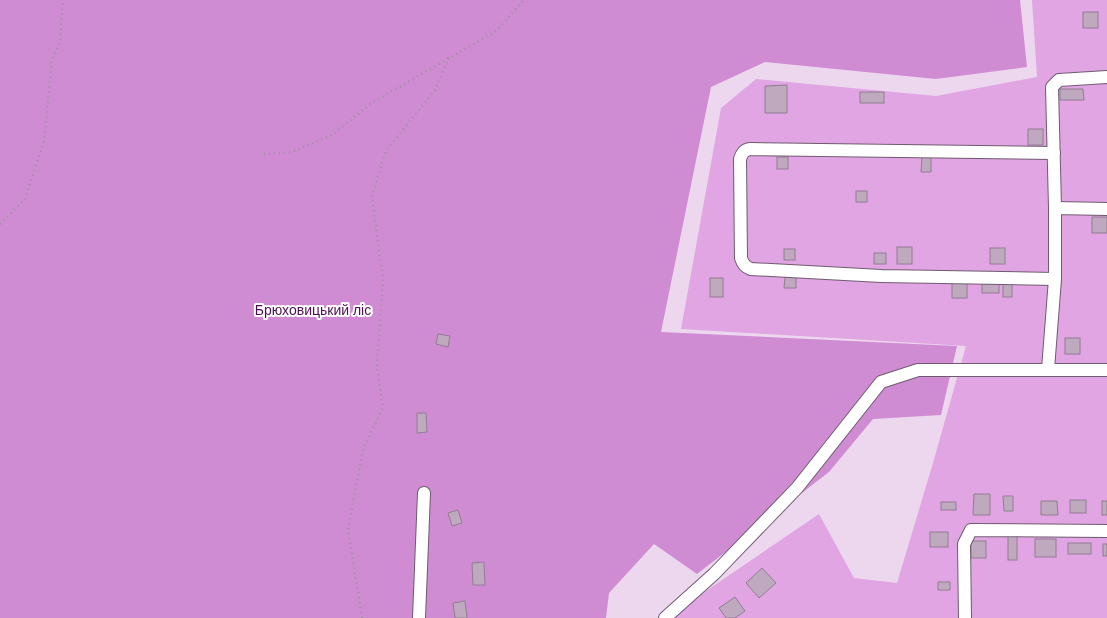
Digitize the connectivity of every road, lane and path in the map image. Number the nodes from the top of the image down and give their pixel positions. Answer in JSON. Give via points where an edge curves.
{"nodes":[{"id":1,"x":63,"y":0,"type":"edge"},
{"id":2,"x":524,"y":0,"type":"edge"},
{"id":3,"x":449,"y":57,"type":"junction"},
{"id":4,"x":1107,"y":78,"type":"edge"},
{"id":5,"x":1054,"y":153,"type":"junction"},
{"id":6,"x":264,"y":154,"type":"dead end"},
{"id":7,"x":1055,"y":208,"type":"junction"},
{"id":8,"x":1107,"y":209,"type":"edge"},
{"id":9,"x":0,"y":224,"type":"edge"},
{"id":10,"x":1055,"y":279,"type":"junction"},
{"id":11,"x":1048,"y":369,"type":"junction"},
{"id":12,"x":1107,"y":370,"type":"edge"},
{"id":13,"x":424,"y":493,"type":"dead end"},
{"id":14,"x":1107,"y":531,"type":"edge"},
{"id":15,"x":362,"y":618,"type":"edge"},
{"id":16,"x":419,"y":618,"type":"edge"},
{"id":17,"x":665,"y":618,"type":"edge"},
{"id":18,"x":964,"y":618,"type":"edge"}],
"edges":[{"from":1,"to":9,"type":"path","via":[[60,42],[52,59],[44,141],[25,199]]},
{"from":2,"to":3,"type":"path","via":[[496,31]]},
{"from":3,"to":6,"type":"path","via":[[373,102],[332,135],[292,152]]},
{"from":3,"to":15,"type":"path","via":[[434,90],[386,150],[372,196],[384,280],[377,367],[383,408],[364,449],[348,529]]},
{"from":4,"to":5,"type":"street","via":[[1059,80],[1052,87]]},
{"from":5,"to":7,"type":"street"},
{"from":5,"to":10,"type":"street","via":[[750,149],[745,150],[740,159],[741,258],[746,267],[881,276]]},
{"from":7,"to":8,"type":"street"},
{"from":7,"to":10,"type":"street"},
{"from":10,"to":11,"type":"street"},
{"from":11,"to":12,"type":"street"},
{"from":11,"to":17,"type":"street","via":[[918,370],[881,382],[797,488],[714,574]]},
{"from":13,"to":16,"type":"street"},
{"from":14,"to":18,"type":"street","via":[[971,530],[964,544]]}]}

_ _ _ _ _ _ _

With no other words, report how many lines in the entries hold the string "street".

* RESPONSE *
10